Across the following data, state how many lines include the word "main". Provide the number alone.

[Given entries]

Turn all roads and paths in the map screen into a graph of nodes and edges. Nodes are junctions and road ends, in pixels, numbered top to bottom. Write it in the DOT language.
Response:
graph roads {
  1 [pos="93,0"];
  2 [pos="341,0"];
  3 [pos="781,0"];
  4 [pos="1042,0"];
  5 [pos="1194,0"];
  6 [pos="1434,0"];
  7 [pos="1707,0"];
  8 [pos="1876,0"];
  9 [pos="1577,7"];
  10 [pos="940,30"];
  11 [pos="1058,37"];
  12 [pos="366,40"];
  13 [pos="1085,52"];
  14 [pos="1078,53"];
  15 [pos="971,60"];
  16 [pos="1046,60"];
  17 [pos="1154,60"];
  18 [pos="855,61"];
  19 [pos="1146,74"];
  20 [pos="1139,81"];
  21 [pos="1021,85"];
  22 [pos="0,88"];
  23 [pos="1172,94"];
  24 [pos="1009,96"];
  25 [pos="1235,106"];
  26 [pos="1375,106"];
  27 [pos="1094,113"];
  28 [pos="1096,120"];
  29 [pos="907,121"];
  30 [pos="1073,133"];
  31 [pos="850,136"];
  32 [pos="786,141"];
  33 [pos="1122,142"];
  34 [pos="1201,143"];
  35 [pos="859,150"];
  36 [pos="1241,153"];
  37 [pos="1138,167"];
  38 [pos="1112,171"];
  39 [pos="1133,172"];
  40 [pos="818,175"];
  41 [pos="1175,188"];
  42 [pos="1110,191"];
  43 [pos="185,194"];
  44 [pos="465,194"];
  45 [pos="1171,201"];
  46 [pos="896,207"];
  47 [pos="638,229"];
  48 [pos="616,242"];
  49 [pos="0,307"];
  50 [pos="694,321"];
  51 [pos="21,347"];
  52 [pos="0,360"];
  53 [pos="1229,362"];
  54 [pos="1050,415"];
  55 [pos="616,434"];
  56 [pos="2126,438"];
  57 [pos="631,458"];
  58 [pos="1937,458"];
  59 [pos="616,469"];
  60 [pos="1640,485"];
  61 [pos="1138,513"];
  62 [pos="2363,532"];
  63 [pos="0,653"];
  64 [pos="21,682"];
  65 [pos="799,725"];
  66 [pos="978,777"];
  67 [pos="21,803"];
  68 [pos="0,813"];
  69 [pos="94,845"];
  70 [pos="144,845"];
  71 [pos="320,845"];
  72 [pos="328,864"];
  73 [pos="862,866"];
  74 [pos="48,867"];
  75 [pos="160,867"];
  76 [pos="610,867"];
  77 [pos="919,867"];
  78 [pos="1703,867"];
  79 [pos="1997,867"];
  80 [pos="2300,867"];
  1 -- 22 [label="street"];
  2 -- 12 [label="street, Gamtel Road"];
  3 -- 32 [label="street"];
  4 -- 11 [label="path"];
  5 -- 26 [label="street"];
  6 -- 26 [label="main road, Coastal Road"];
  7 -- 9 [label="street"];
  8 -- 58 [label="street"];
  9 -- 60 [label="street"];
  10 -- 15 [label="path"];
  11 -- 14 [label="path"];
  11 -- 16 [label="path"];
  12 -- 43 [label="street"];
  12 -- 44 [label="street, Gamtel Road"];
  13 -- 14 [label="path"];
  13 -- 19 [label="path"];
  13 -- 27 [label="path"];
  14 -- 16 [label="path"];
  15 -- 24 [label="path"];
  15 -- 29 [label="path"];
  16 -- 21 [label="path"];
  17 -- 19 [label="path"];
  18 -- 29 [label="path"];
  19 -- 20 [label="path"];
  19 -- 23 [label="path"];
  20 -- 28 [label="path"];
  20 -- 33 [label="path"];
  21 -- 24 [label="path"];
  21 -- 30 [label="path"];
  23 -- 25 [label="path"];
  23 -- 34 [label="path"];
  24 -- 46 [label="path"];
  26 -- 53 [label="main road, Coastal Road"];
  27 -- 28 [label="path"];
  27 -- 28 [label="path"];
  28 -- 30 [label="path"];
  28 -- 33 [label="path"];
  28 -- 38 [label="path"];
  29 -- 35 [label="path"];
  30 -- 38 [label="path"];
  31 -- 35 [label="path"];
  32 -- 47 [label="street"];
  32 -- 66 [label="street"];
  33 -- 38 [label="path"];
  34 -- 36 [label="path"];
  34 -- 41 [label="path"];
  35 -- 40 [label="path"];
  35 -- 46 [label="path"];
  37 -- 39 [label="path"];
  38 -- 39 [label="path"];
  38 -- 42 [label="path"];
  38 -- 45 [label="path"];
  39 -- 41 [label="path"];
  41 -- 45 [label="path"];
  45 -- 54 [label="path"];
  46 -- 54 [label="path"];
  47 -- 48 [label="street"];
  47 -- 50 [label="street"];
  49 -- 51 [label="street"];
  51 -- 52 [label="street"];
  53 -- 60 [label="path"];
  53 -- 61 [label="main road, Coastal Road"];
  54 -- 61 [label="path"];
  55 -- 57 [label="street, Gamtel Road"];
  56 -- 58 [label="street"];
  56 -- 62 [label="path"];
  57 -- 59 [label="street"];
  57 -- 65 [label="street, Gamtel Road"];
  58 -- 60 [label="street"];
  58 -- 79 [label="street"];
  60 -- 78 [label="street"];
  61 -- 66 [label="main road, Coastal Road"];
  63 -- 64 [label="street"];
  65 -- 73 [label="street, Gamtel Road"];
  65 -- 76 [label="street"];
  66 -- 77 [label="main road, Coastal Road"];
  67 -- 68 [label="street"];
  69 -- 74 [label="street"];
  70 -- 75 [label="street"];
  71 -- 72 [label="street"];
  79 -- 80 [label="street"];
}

[/Given entries]

# Expected answer:
5